- Exercise directions: Every line holding "roads" should be copied from the records below.

═══

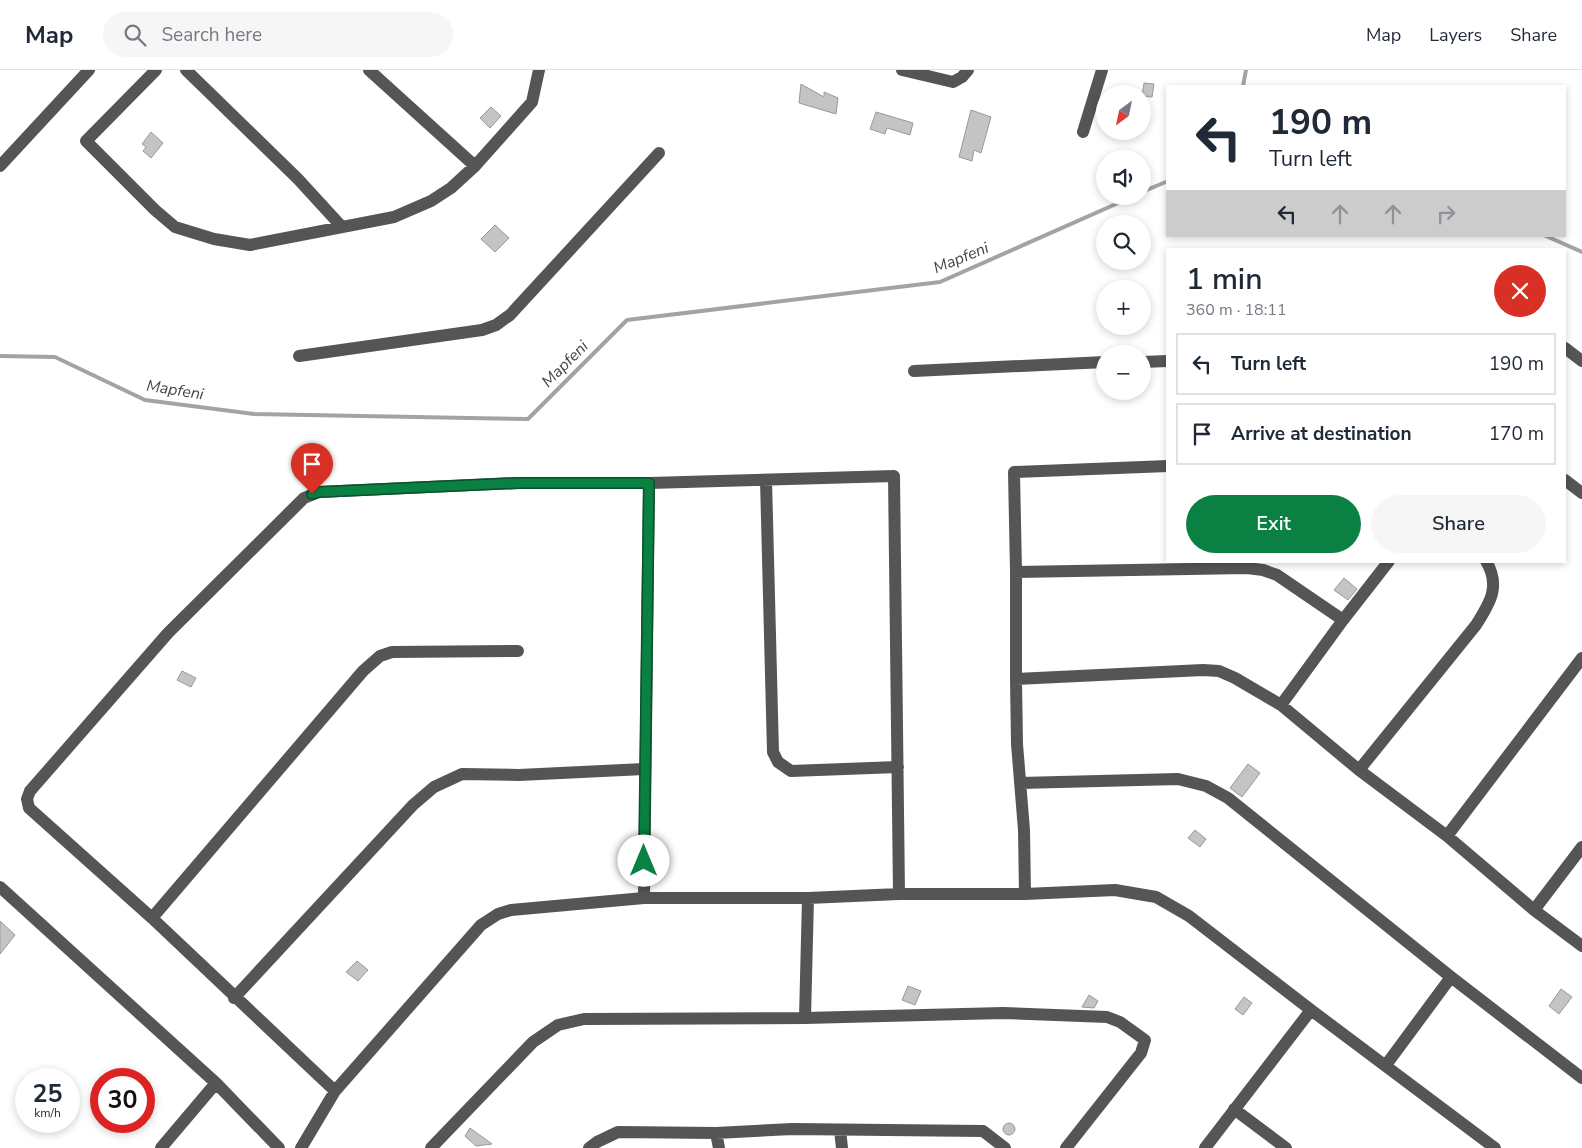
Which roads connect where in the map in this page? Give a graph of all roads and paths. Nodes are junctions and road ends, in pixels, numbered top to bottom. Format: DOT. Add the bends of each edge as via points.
graph roads {
  1 [pos="89,70"];
  2 [pos="156,70"];
  3 [pos="186,70"];
  4 [pos="369,70"];
  5 [pos="539,70"];
  6 [pos="902,70"];
  7 [pos="968,70"];
  8 [pos="1102,70"];
  9 [pos="1083,132"];
  10 [pos="659,153"];
  11 [pos="0,166"];
  12 [pos="475,166"];
  13 [pos="342,227"];
  14 [pos="1566,349"];
  15 [pos="299,356"];
  16 [pos="1166,361"];
  17 [pos="1096,362"];
  18 [pos="1151,362"];
  19 [pos="1582,362"];
  20 [pos="914,371"];
  21 [pos="1166,466"];
  22 [pos="766,480"];
  23 [pos="1566,481"];
  24 [pos="649,483"];
  25 [pos="1582,493"];
  26 [pos="1387,563"];
  27 [pos="1487,563"];
  28 [pos="1016,572"];
  29 [pos="1343,620"];
  30 [pos="518,652"];
  31 [pos="1582,658"];
  32 [pos="1016,679"];
  33 [pos="1281,705"];
  34 [pos="898,767"];
  35 [pos="644,769"];
  36 [pos="1359,770"];
  37 [pos="1020,783"];
  38 [pos="1447,836"];
  39 [pos="1582,847"];
  40 [pos="0,887"];
  41 [pos="899,894"];
  42 [pos="1024,894"];
  43 [pos="644,898"];
  44 [pos="808,898"];
  45 [pos="1534,910"];
  46 [pos="152,918"];
  47 [pos="1582,946"];
  48 [pos="1451,977"];
  49 [pos="234,998"];
  50 [pos="1310,1010"];
  51 [pos="805,1018"];
  52 [pos="1386,1065"];
  53 [pos="1582,1078"];
  54 [pos="216,1083"];
  55 [pos="335,1092"];
  56 [pos="1234,1109"];
  57 [pos="840,1130"];
  58 [pos="716,1133"];
  59 [pos="161,1148"];
  60 [pos="279,1148"];
  61 [pos="301,1148"];
  62 [pos="431,1148"];
  63 [pos="589,1148"];
  64 [pos="720,1148"];
  65 [pos="842,1148"];
  66 [pos="1005,1148"];
  67 [pos="1066,1148"];
  68 [pos="1205,1148"];
  69 [pos="1286,1148"];
  70 [pos="1495,1148"];
  1 -- 11 [label="street"];
  2 -- 13 [label="street" via="86,141 154,210 176,227 214,240 250,245"];
  3 -- 13 [label="street"];
  4 -- 12 [label="street"];
  5 -- 12 [label="street" via="532,102"];
  6 -- 7 [label="street" via="953,82"];
  8 -- 9 [label="street"];
  10 -- 15 [label="street" via="510,315 496,325 482,330"];
  12 -- 13 [label="street" via="431,201 394,216"];
  14 -- 19 [label="street"];
  16 -- 18 [label="street"];
  17 -- 20 [label="street"];
  21 -- 28 [label="street" via="1014,472"];
  22 -- 24 [label="street"];
  22 -- 34 [label="street" via="772,752 778,762 791,771"];
  22 -- 34 [label="street" via="894,476"];
  23 -- 25 [label="street"];
  24 -- 35 [label="street"];
  24 -- 46 [label="street" via="518,483 329,491 304,498 168,633 30,791 27,799 29,808"];
  26 -- 29 [label="street"];
  27 -- 36 [label="street" via="1493,580 1493,593 1476,625"];
  28 -- 29 [label="street" via="1263,570 1277,575"];
  28 -- 32 [label="street"];
  29 -- 33 [label="street"];
  30 -- 46 [label="street" via="392,652 380,656 363,671"];
  31 -- 38 [label="street"];
  32 -- 33 [label="street" via="1203,670 1235,678"];
  32 -- 37 [label="street"];
  33 -- 36 [label="street"];
  34 -- 41 [label="street"];
  35 -- 43 [label="street"];
  35 -- 49 [label="street" via="462,774 434,786"];
  36 -- 38 [label="street"];
  37 -- 42 [label="street"];
  37 -- 48 [label="street" via="1178,779 1206,786 1228,798"];
  38 -- 45 [label="street"];
  39 -- 45 [label="street"];
  40 -- 54 [label="street"];
  41 -- 42 [label="street"];
  41 -- 44 [label="street"];
  42 -- 50 [label="street" via="1115,890 1156,897 1188,916"];
  43 -- 44 [label="street"];
  43 -- 55 [label="street" via="510,910 498,914 481,925"];
  44 -- 51 [label="street"];
  45 -- 47 [label="street"];
  46 -- 49 [label="street"];
  48 -- 52 [label="street"];
  48 -- 53 [label="street"];
  49 -- 55 [label="street"];
  50 -- 52 [label="street"];
  50 -- 56 [label="street"];
  51 -- 62 [label="street" via="584,1019 558,1026 533,1042"];
  51 -- 67 [label="street" via="1003,1012 1107,1016 1120,1022 1145,1040 1141,1053"];
  52 -- 70 [label="street"];
  54 -- 59 [label="street"];
  54 -- 60 [label="street"];
  55 -- 61 [label="street"];
  56 -- 68 [label="street"];
  56 -- 69 [label="street"];
  57 -- 58 [label="street"];
  57 -- 65 [label="street"];
  57 -- 66 [label="street" via="983,1131"];
  58 -- 63 [label="street" via="618,1132"];
  58 -- 64 [label="street"];
}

═══

- Completed task:
Which roads connect where in the map in this page? Give a graph of all roads and paths. Nodes are junctions and road ends, in pixels, numbered top to bottom. Format: DOT. Add the bends of each edge as via points.
graph roads {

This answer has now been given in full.